Work instructions: A bare number is the expected answer: the count of lines in the records that contain the word "compass".

BEGIN Task data

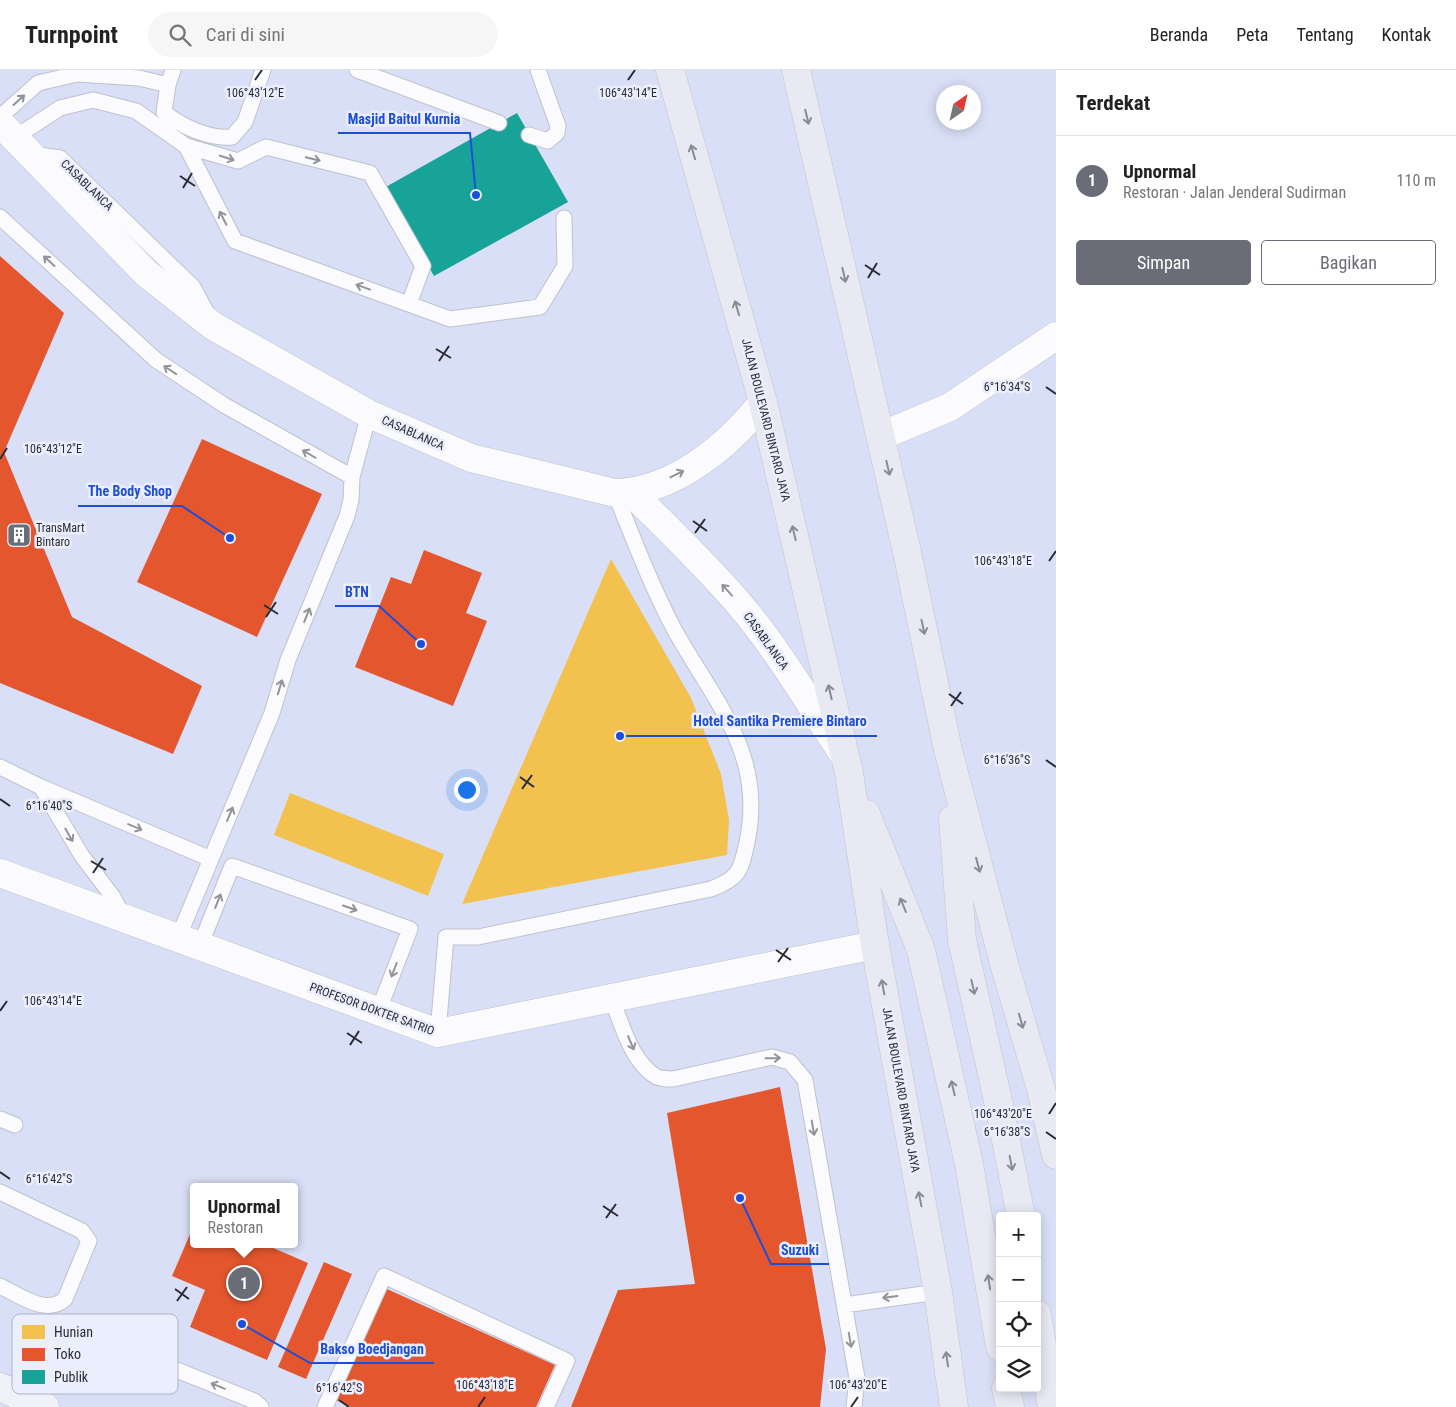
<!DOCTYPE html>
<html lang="id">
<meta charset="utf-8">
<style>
body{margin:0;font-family:"Roboto Condensed",sans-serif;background:#f6f6f6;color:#222}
.controls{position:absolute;right:15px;bottom:15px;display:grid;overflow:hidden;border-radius:5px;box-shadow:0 2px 12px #0003}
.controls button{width:45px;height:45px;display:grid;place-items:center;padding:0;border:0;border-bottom:1px solid #e0e0e0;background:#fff;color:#222;font:25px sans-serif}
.compass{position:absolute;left:936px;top:15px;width:45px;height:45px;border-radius:50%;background:#fff;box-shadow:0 2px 12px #0003;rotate:34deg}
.you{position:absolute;left:466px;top:719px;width:18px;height:18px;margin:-12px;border:4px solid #fff;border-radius:50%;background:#1a73e8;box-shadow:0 0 0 8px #1a73e833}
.badge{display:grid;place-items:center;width:32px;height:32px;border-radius:50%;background:#6a6d77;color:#fff;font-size:16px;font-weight:700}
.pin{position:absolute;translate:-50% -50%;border:2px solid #fff;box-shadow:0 1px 5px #0006}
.popup{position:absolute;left:190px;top:1113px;width:108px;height:65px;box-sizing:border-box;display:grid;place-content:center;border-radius:5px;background:#fff;filter:drop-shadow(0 1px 4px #0005);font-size:16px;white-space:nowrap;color:#767676}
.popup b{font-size:19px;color:#222}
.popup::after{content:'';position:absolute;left:50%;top:100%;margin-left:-10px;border:10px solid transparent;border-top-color:#fff}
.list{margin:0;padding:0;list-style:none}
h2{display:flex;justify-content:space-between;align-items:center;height:65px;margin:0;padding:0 20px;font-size:21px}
h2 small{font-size:16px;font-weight:400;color:#767676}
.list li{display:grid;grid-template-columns:32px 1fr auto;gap:15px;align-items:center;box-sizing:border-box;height:90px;padding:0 20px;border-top:1px solid #e0e0e0}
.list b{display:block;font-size:19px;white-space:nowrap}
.list p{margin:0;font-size:16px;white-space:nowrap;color:#767676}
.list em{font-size:16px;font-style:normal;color:#767676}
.actions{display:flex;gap:10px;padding:15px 20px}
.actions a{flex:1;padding:11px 0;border:1px solid #6a6d77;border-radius:5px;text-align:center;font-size:18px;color:#6a6d77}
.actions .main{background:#6a6d77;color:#fff}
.icon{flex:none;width:28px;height:28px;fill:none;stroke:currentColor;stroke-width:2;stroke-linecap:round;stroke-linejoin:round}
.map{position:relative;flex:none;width:1056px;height:1337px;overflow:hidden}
header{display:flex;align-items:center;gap:30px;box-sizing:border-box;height:70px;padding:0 25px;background:#fff;border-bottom:1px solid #e0e0e0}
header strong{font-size:24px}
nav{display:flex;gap:28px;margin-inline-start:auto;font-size:18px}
.search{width:350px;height:45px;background:#f6f6f6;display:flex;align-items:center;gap:12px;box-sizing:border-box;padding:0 18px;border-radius:28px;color:#767676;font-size:19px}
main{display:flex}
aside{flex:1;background:#fff}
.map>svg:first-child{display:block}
.built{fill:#d9dff6;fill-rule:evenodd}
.homes{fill:#f2c14e}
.shops{fill:#e4572e}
.public{fill:#17a398}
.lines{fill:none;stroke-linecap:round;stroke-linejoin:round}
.lane-casing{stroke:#bfc2cc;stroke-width:17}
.street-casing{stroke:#bfc2cc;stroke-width:29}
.secondary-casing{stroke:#bfc2cc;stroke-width:29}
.primary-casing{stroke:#c2c3ca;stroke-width:29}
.lane{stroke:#fbfbfd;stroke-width:15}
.street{stroke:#fbfbfd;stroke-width:28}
.secondary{stroke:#f1f2f7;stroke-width:28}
.primary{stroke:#e8e9f2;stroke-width:28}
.oneway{stroke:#929499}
.oneway2{stroke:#898a94}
.ticks{fill:none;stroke:#2a2c35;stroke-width:2}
.labels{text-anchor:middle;stroke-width:5;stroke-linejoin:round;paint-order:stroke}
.street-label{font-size:12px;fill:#2a2c35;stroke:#ebeefd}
.poi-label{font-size:12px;fill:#2a2c35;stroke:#ebeefd;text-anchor:start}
.key{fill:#ebeefd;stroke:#b1b4c1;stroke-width:1}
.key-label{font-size:14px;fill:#2a2c35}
.ticks-label{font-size:12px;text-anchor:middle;fill:#2a2c35;stroke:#ebeefd;stroke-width:5;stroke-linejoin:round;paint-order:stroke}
.leader{fill:none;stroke:#1d4ed8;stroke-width:2}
.callout-dot{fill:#1d4ed8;stroke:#ebeefd;stroke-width:2}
.callout-label{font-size:14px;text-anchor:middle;font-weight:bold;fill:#1d4ed8;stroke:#ebeefd;stroke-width:5;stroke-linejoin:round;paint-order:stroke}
</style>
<header>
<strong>Turnpoint</strong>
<div class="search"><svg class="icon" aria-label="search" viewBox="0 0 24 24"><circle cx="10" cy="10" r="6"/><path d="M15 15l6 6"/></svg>Cari di sini</div>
<nav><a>Beranda</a><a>Peta</a><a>Tentang</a><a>Kontak</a></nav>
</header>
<main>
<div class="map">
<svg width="1056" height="1337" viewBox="0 0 1056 1337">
<rect width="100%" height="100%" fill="#e2e5f2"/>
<path class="built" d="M 0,0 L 1056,0 L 1056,1337 L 0,1337 ZM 944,22 L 974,22 L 974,52 L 944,52 ZM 194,1117 L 294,1117 L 294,1174 L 194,1174 ZM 1000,1146 L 1037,1146 L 1037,1318 L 1000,1318 Z"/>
<path class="homes" d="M 611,489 L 691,628 L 721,704 L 729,750 L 727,785 L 462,834 Z
M 290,723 L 444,784 L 428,826 L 274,765 Z"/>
<path class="shops" d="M 0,186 L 64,243 L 4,382 L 72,547 L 202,616 L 173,684 L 0,613 Z
M 202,369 L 322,424 L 257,567 L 137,512 Z
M 424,480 L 482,503 L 466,543 L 487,551 L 453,636 L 355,597 L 391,507 L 411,514 Z
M 780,1017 L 826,1279 L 820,1337 L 571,1337 L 618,1220 L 695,1214 L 667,1043 Z
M 194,1155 L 194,1174 L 264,1174 L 308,1193 L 267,1290 L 190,1257 L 205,1220 L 172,1206 Z
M 324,1192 L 352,1204 L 306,1309 L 278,1297 Z
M 387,1219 L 555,1295 L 536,1337 L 351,1337 L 336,1330 Z"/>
<path class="public" d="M 517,43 L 568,132 L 434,206 L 384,118 Z"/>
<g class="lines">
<g class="lane-casing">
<path id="lane" d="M 173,0 L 168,15 L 164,42 C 182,57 209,69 232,67 L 245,52 L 263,0
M 357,0 L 499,53
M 0,47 L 38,13 L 77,4 L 139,8 L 168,15
M 529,65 L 548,71 L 557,63 L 558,56 L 538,0
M 14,68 L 60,38 L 93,30 L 136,41 L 186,76 L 238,91 L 266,77 L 370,103 L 423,196 L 409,234
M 186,76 L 235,171 L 450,249 L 540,237 L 565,196 L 564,148
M 32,84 L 60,88 L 193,217 L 208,245
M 0,147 L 156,290 L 224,335 L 352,407
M 0,697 L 41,717 L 82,786 L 113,827 L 124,848
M 41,717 L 211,789
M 178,868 L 272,643 L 288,590 L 347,446 L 351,430 L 352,407 L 369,344
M 200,876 L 232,796 L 410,859 L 378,942
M 611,928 C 622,953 631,993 657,1007 C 662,1009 668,1009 673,1009 L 772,987 L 790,992 L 805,1010 L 857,1308 L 854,1337
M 438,963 L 446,867 L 478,867 L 711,819 C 740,808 741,800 747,772 C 766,683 713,630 674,559 C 651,515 633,468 615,423
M 0,1049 L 15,1055
M 0,1122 L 82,1161 L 89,1171 L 65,1229 C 46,1246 19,1225 0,1216
M 844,1235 L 938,1222
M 6,1320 L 20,1309 L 97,1272 L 104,1271 L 254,1331 L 261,1337
M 325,1337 L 384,1206 L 567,1291 L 546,1337"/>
</g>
<g class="street-casing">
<path id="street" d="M 0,53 L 147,204 L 213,256 L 369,344 L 471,388 L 615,423 C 675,421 728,376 763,332
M 881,366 L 950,337 L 1056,266
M 631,422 C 668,459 706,495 740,535 C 779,581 810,635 844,685
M 0,803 L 438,963 L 875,875"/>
</g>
<g class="secondary-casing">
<path id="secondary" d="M 0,1317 L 45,1337"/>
</g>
<g class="primary-casing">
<path id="primary" d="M 670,0 L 763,332 L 849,703 L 875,875 L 938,1222 L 954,1337
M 796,0 L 907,482 L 948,680 L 1005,897 L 1041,1019 L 1056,1085
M 866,744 L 921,880 L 969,1094 L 1000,1277
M 953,749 L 962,870 L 999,1035 L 1021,1146
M 1037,1244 L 1052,1337
M 1006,1318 L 1010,1337"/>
</g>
<use href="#lane" class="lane"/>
<use href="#street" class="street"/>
<use href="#secondary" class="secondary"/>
<use href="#primary" class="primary"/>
</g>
<defs><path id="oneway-shaft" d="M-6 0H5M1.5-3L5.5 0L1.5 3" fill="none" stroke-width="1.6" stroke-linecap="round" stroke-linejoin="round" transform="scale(1.25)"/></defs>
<g class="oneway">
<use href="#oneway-shaft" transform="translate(19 30) rotate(-42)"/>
<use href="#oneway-shaft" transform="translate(227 88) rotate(17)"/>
<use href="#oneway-shaft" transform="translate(313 89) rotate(14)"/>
<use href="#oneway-shaft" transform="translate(223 148) rotate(-117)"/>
<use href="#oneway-shaft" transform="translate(49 191) rotate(-138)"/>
<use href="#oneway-shaft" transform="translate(363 217) rotate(-160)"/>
<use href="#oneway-shaft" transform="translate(170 300) rotate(-146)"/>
<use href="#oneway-shaft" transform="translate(309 384) rotate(-150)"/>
<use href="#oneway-shaft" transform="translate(677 404) rotate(-26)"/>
<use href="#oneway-shaft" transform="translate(727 520) rotate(-132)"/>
<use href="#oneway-shaft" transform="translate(307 545) rotate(-68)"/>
<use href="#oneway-shaft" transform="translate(280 617) rotate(-73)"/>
<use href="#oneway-shaft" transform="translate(230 744) rotate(-67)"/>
<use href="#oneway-shaft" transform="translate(135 757) rotate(23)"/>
<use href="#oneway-shaft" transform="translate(69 765) rotate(60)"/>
<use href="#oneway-shaft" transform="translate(218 831) rotate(-68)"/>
<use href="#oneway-shaft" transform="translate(350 838) rotate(19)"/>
<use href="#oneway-shaft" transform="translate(394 900) rotate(111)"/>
<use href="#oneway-shaft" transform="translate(631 973) rotate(67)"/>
<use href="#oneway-shaft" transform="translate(773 988) rotate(-1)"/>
<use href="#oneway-shaft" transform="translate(813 1058) rotate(80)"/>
<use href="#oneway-shaft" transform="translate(890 1227) rotate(173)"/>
<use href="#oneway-shaft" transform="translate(850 1270) rotate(80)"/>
<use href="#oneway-shaft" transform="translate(218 1316) rotate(-158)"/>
</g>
<g class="oneway2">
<use href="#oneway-shaft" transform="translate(807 47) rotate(76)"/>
<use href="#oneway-shaft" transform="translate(693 82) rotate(-106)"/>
<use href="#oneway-shaft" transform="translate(844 205) rotate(77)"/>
<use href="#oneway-shaft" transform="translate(737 238) rotate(-106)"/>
<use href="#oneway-shaft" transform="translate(888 398) rotate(77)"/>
<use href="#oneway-shaft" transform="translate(794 463) rotate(-103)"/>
<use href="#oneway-shaft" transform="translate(923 557) rotate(78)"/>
<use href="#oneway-shaft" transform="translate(830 622) rotate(-103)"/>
<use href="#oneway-shaft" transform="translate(978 795) rotate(75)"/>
<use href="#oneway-shaft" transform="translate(903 835) rotate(-112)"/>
<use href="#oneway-shaft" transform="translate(883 917) rotate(-100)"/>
<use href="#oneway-shaft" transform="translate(973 917) rotate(77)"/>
<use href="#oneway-shaft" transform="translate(1021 951) rotate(74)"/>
<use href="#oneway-shaft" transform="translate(953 1018) rotate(-103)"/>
<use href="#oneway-shaft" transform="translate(1011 1093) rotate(79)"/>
<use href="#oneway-shaft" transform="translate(920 1129) rotate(-101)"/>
<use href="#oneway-shaft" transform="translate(989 1212) rotate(-99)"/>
<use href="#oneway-shaft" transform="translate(947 1289) rotate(-98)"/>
</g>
<path class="ticks" d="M 255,10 L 262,0M 628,10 L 635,0M 180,106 L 195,116M 183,118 L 192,103M 865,195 L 880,205M 868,208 L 877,193M 436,279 L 451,288M 439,291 L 449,276M 1046,317 L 1056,324M 0,389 L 7,378M 693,451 L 707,461M 695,463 L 705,449M 1049,491 L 1056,481M 264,535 L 278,544M 266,547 L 276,532M 949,624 L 963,634M 951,636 L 961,622M 1046,690 L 1056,697M 520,707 L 534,717M 522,719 L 532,705M 0,729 L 10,736M 91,791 L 106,800M 93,803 L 103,788M 776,880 L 791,890M 778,892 L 788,878M 0,941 L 7,931M 347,963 L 362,973M 350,975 L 359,961M 1049,1044 L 1056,1033M 1046,1062 L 1056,1069M 0,1102 L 10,1109M 603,1136 L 618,1146M 606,1148 L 616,1134M 175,1219 L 189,1229M 177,1231 L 187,1217M 339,1330 L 349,1337M 478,1337 L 485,1327M 851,1337 L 858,1327"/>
<defs>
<g id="building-square" transform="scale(1.25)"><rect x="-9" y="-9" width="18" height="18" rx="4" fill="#6a6d77" stroke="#ebeefd"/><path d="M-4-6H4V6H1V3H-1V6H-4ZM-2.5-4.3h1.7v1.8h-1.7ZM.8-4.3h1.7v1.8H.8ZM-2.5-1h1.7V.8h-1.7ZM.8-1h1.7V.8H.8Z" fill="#fff"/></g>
</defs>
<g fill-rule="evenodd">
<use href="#building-square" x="19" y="465"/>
</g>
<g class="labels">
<g class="street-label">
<text transform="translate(87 115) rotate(44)" y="4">CASABLANCA</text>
<text transform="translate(766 350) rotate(76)" y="4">JALAN BOULEVARD BINTARO JAYA</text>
<text transform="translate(413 363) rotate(24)" y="4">CASABLANCA</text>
<text transform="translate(766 571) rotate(54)" y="4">CASABLANCA</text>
<text transform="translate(372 939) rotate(20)" y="4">PROFESOR DOKTER SATRIO</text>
<text transform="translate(901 1020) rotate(80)" y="4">JALAN BOULEVARD BINTARO JAYA</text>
</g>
<g class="poi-label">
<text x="36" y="462">TransMart<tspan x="36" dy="14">Bintaro</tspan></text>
</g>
</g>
<rect x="12" y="1244" width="166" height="80" rx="8" class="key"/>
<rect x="22" y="1255" width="23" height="14" fill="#f2c14e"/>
<rect x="22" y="1278" width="23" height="13" fill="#e4572e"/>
<rect x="22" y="1300" width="23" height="14" fill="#17a398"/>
<g class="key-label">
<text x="54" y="1267">Hunian</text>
<text x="54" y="1289">Toko</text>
<text x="54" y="1312">Publik</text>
</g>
<g class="ticks-label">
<text x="255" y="27">106°43'12"E</text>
<text x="628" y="27">106°43'14"E</text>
<text x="1007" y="321">6°16'34"S</text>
<text x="53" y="383">106°43'12"E</text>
<text x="1003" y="495">106°43'18"E</text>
<text x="1007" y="694">6°16'36"S</text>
<text x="49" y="740">6°16'40"S</text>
<text x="53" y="935">106°43'14"E</text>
<text x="1003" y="1048">106°43'20"E</text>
<text x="1007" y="1066">6°16'38"S</text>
<text x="49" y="1113">6°16'42"S</text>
<text x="485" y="1319">106°43'18"E</text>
<text x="858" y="1319">106°43'20"E</text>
<text x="339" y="1322">6°16'42"S</text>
</g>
<path class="leader" d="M476 125L470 63H338M230 468L182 436H78M421 574L379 536H335M620 666L683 666H877M740 1128L771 1194H829M242 1254L310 1293H434"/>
<g class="callout-dot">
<circle cx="476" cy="125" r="5"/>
<circle cx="230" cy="468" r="5"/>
<circle cx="421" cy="574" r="5"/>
<circle cx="620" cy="666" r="5"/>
<circle cx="740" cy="1128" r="5"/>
<circle cx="242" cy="1254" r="5"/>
</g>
<g class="callout-label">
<text x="404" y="54">Masjid Baitul Kurnia</text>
<text x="130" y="426">The Body Shop</text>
<text x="357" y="527">BTN</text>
<text x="780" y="656">Hotel Santika Premiere Bintaro</text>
<text x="800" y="1185">Suzuki</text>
<text x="372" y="1284">Bakso Boedjangan</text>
</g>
</svg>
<div class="controls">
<button>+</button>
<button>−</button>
<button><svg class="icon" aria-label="locate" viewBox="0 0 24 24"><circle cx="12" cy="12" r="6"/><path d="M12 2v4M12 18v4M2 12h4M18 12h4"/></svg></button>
<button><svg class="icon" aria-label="layers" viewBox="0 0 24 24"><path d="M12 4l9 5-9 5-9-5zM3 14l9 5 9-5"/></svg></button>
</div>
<svg class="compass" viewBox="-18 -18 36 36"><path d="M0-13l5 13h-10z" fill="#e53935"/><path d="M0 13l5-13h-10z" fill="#767676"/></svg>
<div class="you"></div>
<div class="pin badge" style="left:244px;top:1213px">1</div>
<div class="popup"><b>Upnormal</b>Restoran</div>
</div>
<aside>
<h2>Terdekat<small></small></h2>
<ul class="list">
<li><span class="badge">1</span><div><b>Upnormal</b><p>Restoran · Jalan Jenderal Sudirman</p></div><em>110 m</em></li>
</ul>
<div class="actions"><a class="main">Simpan</a><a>Bagikan</a></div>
</aside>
</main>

END Task data

Task output: 2